___ Excerpted records

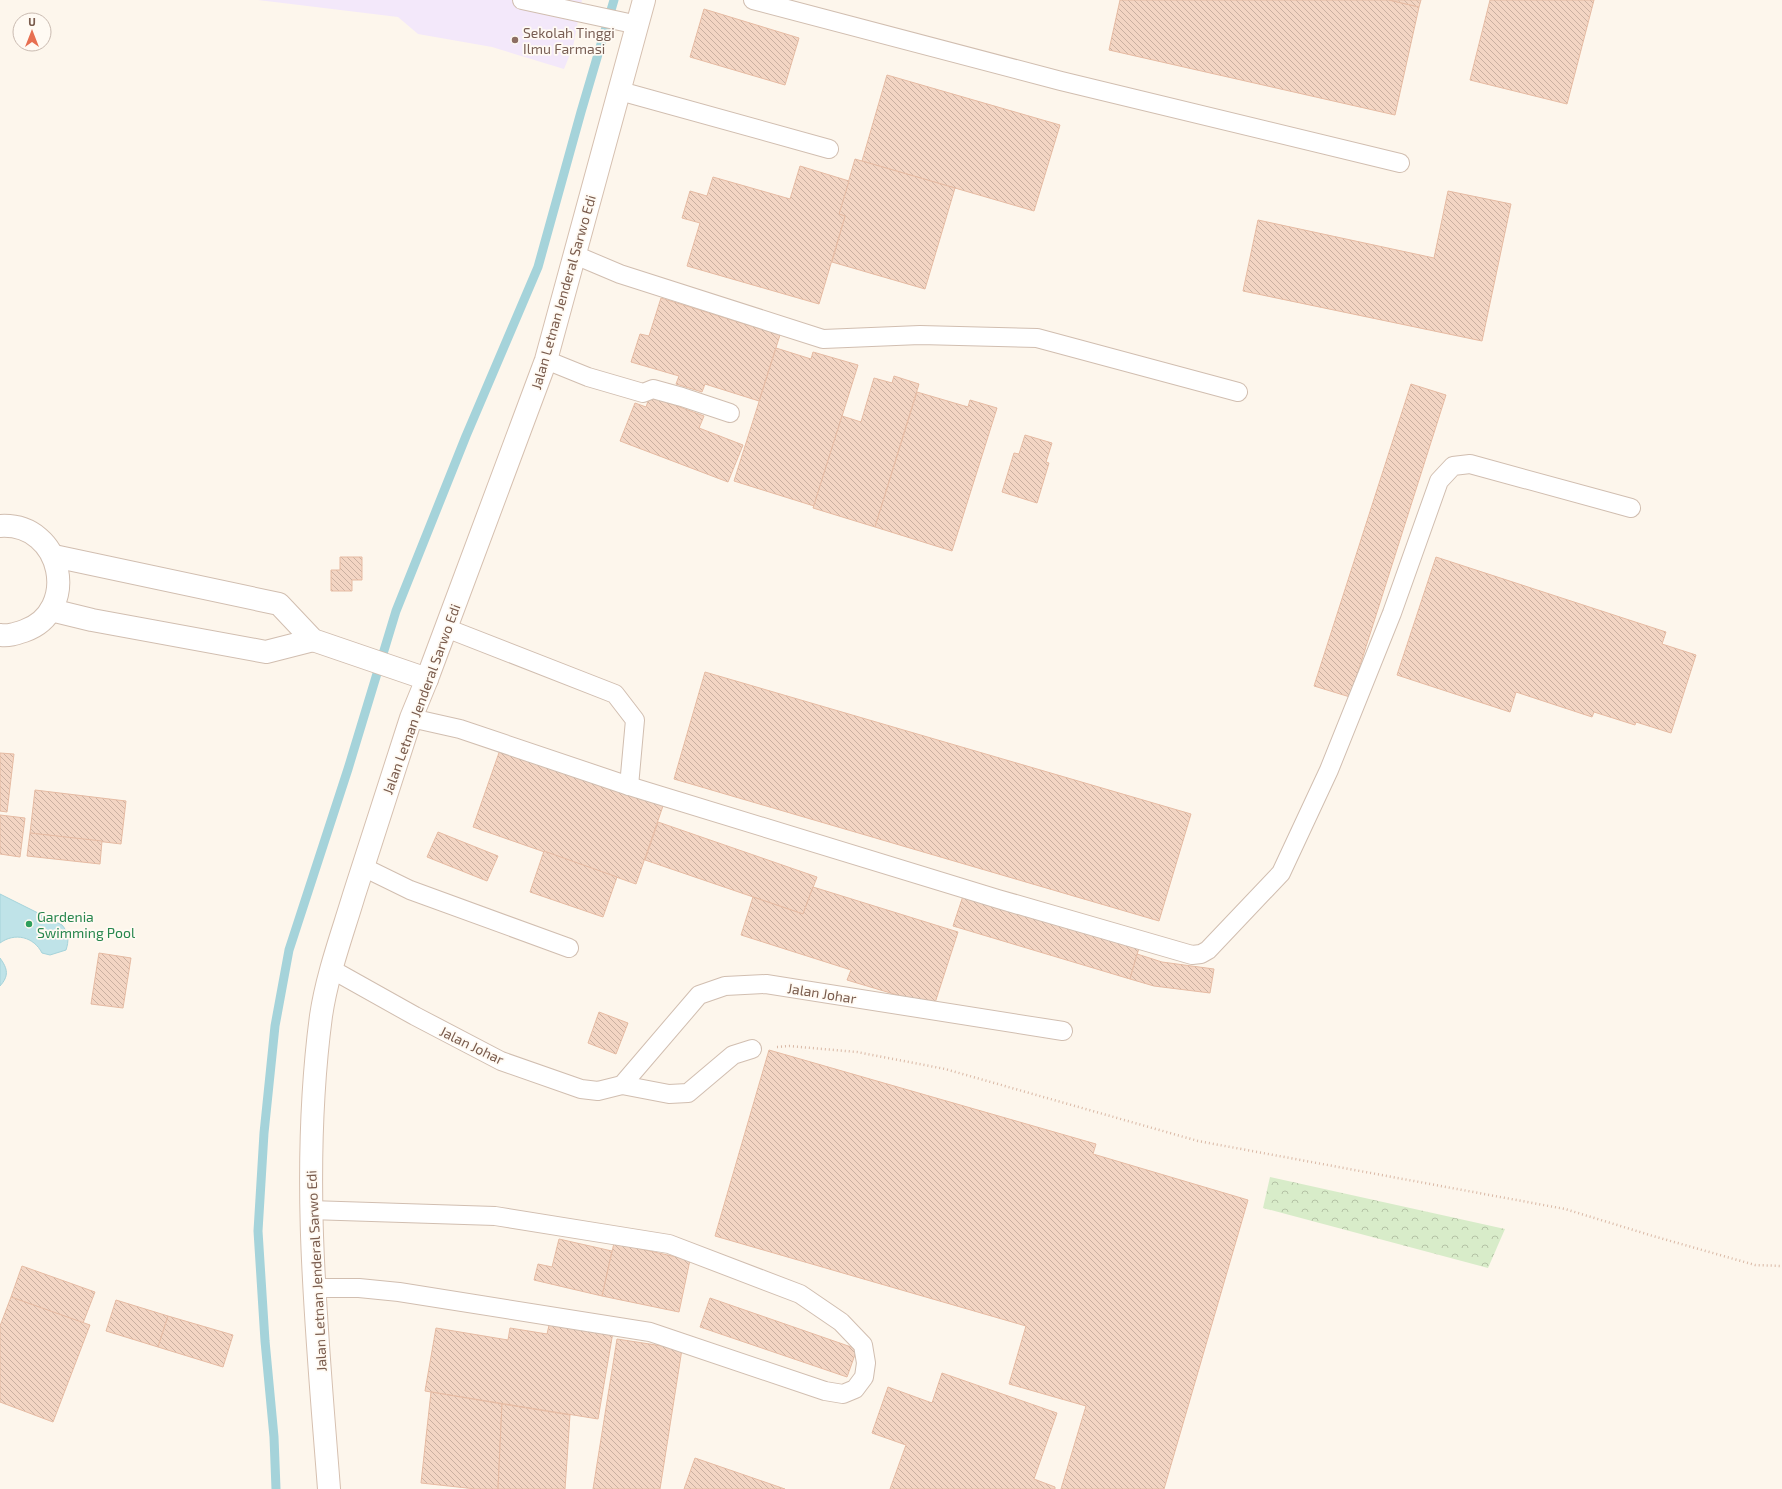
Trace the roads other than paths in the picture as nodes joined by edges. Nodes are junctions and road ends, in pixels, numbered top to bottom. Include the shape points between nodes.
1 (522, 0) edge
2 (644, 0) edge
3 (753, 0) edge
4 (638, 25) junction
5 (620, 91) junction
6 (829, 149) dead end
7 (1400, 163) dead end
8 (575, 255) junction
9 (546, 360) junction
10 (1238, 392) dead end
11 (730, 413) dead end
12 (1630, 508) dead end
13 (0, 526) edge
14 (54, 556) junction
15 (51, 610) junction
16 (446, 628) junction
17 (0, 635) edge
18 (312, 640) junction
19 (427, 679) junction
20 (411, 718) junction
21 (629, 786) junction
22 (363, 867) junction
23 (569, 948) dead end
24 (331, 969) junction
25 (1063, 1031) dead end
26 (752, 1049) road end
27 (622, 1085) junction
28 (310, 1210) junction
29 (314, 1288) junction
30 (329, 1489) edge

1 - 4 lane
2 - 4 main road, Jalan Letnan Jenderal Sarwo Edi
3 - 7 lane via 1062,81
4 - 5 main road, Jalan Letnan Jenderal Sarwo Edi
5 - 6 lane
5 - 8 main road, Jalan Letnan Jenderal Sarwo Edi
8 - 9 main road, Jalan Letnan Jenderal Sarwo Edi
8 - 10 lane via 620,274 823,339 920,335 1037,338
9 - 11 lane via 588,377 643,393 653,389
9 - 16 main road, Jalan Letnan Jenderal Sarwo Edi
12 - 21 lane via 1470,464 1453,466 1439,481 1392,613 1329,770 1281,873 1208,950 1201,954 1192,955 1013,903
13 - 14 main road via 13,526 37,536
14 - 15 main road via 59,584
14 - 18 main road via 279,604
15 - 17 main road via 32,628 8,636
15 - 18 main road via 266,652
16 - 19 main road, Jalan Letnan Jenderal Sarwo Edi
16 - 21 lane via 615,694 635,720
18 - 19 main road
19 - 20 main road, Jalan Letnan Jenderal Sarwo Edi
20 - 21 lane via 460,729
20 - 22 main road, Jalan Letnan Jenderal Sarwo Edi
22 - 23 lane via 410,890
22 - 24 main road, Jalan Letnan Jenderal Sarwo Edi
24 - 27 lane, Jalan Johar via 501,1061 581,1089 598,1091
24 - 28 main road, Jalan Letnan Jenderal Sarwo Edi via 321,1015 312,1108
25 - 27 lane, Jalan Johar via 766,984 725,986 698,995
26 - 27 lane, Jalan Johar via 733,1055 688,1094 669,1094
28 - 29 main road, Jalan Letnan Jenderal Sarwo Edi
28 - 29 lane via 495,1216 669,1244 800,1294 841,1322 863,1346 866,1363 864,1377 855,1389 843,1394 825,1391 650,1332 398,1292 359,1288
29 - 30 main road, Jalan Letnan Jenderal Sarwo Edi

______

▸ Description of the task
Without the images, output all the entries exactly as they stand.

▸ Result below
Trace the roads other than paths in the picture as nodes joined by edges. Nodes are junctions and road ends, in pixels, numbered top to bottom. Include the shape points between nodes.
1 (522, 0) edge
2 (644, 0) edge
3 (753, 0) edge
4 (638, 25) junction
5 (620, 91) junction
6 (829, 149) dead end
7 (1400, 163) dead end
8 (575, 255) junction
9 (546, 360) junction
10 (1238, 392) dead end
11 (730, 413) dead end
12 (1630, 508) dead end
13 (0, 526) edge
14 (54, 556) junction
15 (51, 610) junction
16 (446, 628) junction
17 (0, 635) edge
18 (312, 640) junction
19 (427, 679) junction
20 (411, 718) junction
21 (629, 786) junction
22 (363, 867) junction
23 (569, 948) dead end
24 (331, 969) junction
25 (1063, 1031) dead end
26 (752, 1049) road end
27 (622, 1085) junction
28 (310, 1210) junction
29 (314, 1288) junction
30 (329, 1489) edge

1 - 4 lane
2 - 4 main road, Jalan Letnan Jenderal Sarwo Edi
3 - 7 lane via 1062,81
4 - 5 main road, Jalan Letnan Jenderal Sarwo Edi
5 - 6 lane
5 - 8 main road, Jalan Letnan Jenderal Sarwo Edi
8 - 9 main road, Jalan Letnan Jenderal Sarwo Edi
8 - 10 lane via 620,274 823,339 920,335 1037,338
9 - 11 lane via 588,377 643,393 653,389
9 - 16 main road, Jalan Letnan Jenderal Sarwo Edi
12 - 21 lane via 1470,464 1453,466 1439,481 1392,613 1329,770 1281,873 1208,950 1201,954 1192,955 1013,903
13 - 14 main road via 13,526 37,536
14 - 15 main road via 59,584
14 - 18 main road via 279,604
15 - 17 main road via 32,628 8,636
15 - 18 main road via 266,652
16 - 19 main road, Jalan Letnan Jenderal Sarwo Edi
16 - 21 lane via 615,694 635,720
18 - 19 main road
19 - 20 main road, Jalan Letnan Jenderal Sarwo Edi
20 - 21 lane via 460,729
20 - 22 main road, Jalan Letnan Jenderal Sarwo Edi
22 - 23 lane via 410,890
22 - 24 main road, Jalan Letnan Jenderal Sarwo Edi
24 - 27 lane, Jalan Johar via 501,1061 581,1089 598,1091
24 - 28 main road, Jalan Letnan Jenderal Sarwo Edi via 321,1015 312,1108
25 - 27 lane, Jalan Johar via 766,984 725,986 698,995
26 - 27 lane, Jalan Johar via 733,1055 688,1094 669,1094
28 - 29 main road, Jalan Letnan Jenderal Sarwo Edi
28 - 29 lane via 495,1216 669,1244 800,1294 841,1322 863,1346 866,1363 864,1377 855,1389 843,1394 825,1391 650,1332 398,1292 359,1288
29 - 30 main road, Jalan Letnan Jenderal Sarwo Edi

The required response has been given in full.